> [Instructions to follow] In the listing below, identify each line with the word "node" and return those lines.

> [Raw data]
►

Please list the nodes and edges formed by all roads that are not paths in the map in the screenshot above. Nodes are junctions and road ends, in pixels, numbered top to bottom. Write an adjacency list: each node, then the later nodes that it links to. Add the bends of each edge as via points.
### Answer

◄
►

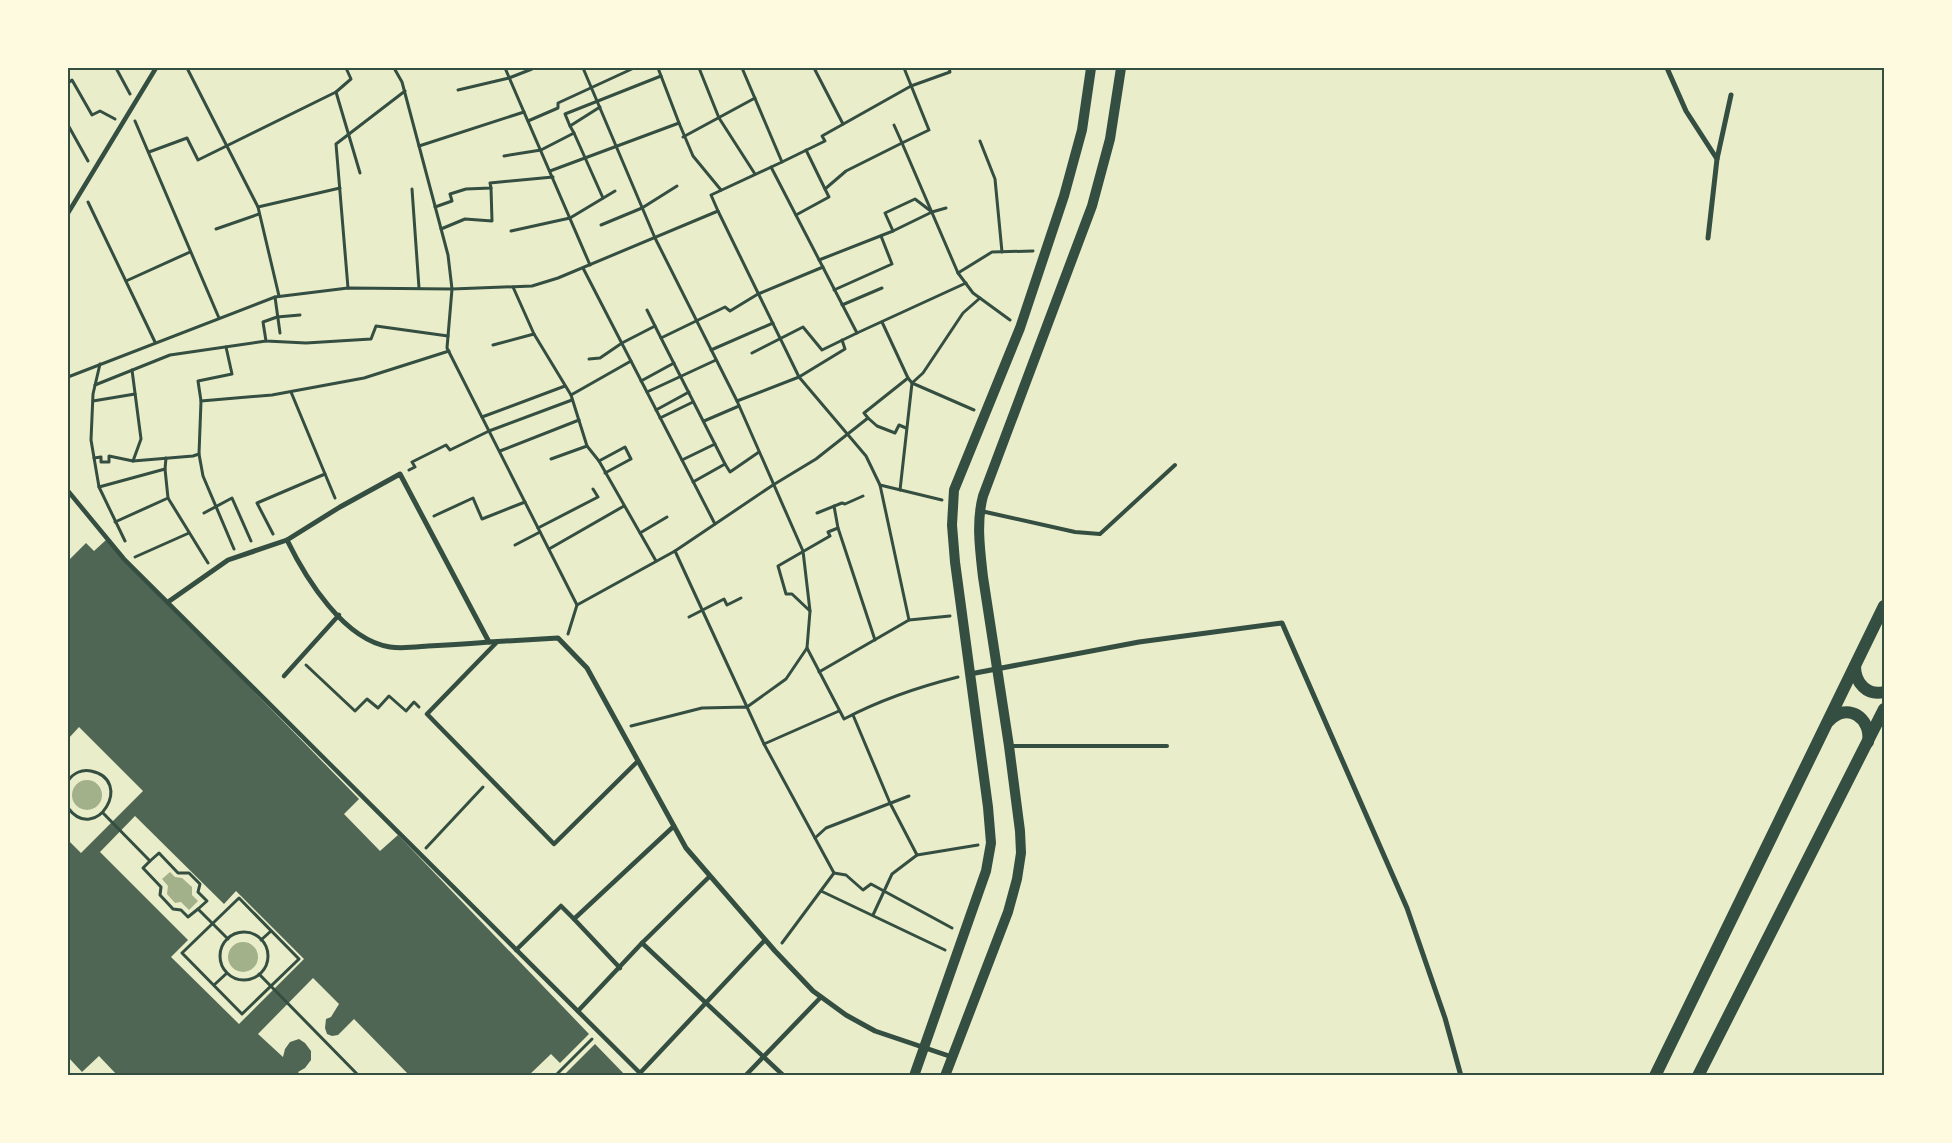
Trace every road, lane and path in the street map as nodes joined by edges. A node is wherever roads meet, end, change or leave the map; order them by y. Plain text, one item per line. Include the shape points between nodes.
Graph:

◄

> [Answer for this exercise]
Please list the nodes and edges formed by all roads that are not paths in the map in the screenshot above. Nodes are junctions and road ends, in pixels, numbered top to bottom. Write an adjacency list: each node, then the later nodes that it links to. Add the bends of each edge as via points.
Trace every road, lane and path in the street map as nodes joined by edges. A node is wherever roads meet, end, change or leave the map; order them by y. Plain text, one item per line. Include the shape points between nodes.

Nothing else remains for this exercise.